• **DIRECTIONS FOR THIS TASK**: There is material below. Print exactly the lines starting at the line with "middle tip: (106, 163)" and ending at the line with "index dip: (100, 106)", ends included, and no others.

• **DATA EXTRACT**:
---*---
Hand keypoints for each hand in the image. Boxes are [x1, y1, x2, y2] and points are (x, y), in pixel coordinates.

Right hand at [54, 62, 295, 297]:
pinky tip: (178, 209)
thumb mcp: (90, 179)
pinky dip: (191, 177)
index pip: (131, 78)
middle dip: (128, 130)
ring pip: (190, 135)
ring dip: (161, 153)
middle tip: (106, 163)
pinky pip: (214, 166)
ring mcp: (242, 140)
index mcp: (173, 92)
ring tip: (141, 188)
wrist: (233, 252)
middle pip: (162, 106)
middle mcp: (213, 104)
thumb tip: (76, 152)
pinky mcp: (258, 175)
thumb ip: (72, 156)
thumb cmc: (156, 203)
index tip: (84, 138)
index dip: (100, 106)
---*---
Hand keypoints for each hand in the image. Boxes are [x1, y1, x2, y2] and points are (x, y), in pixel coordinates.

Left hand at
---*---
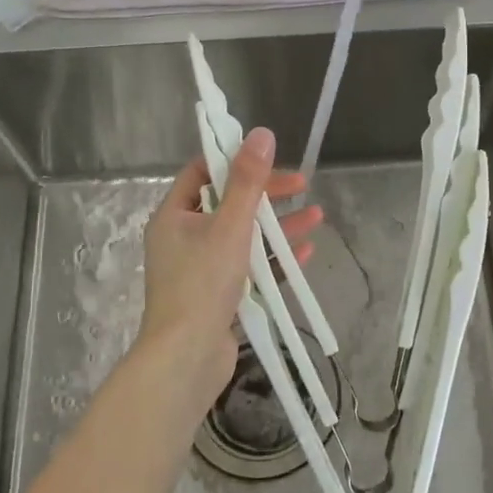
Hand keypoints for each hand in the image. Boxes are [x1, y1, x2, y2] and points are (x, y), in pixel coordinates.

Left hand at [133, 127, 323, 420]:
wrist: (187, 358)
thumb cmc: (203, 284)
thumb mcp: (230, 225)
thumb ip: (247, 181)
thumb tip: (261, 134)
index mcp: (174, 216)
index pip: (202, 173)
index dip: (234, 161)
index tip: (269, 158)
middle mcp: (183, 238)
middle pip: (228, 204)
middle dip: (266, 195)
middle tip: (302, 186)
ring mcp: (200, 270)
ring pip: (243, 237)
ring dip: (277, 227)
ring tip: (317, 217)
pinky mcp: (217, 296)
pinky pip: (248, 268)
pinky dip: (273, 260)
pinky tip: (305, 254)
---*---
• **TASK RESPONSE**:
middle tip: (106, 163)
pinky pip: (214, 166)
ring mcp: (242, 140)
index mcp: (173, 92)
ring tip: (141, 188)
wrist: (233, 252)
middle pip: (162, 106)
middle mcp: (213, 104)
thumb tip: (76, 152)
pinky mcp: (258, 175)
thumb ip: (72, 156)
thumb cmc: (156, 203)
index tip: (84, 138)
index dip: (100, 106)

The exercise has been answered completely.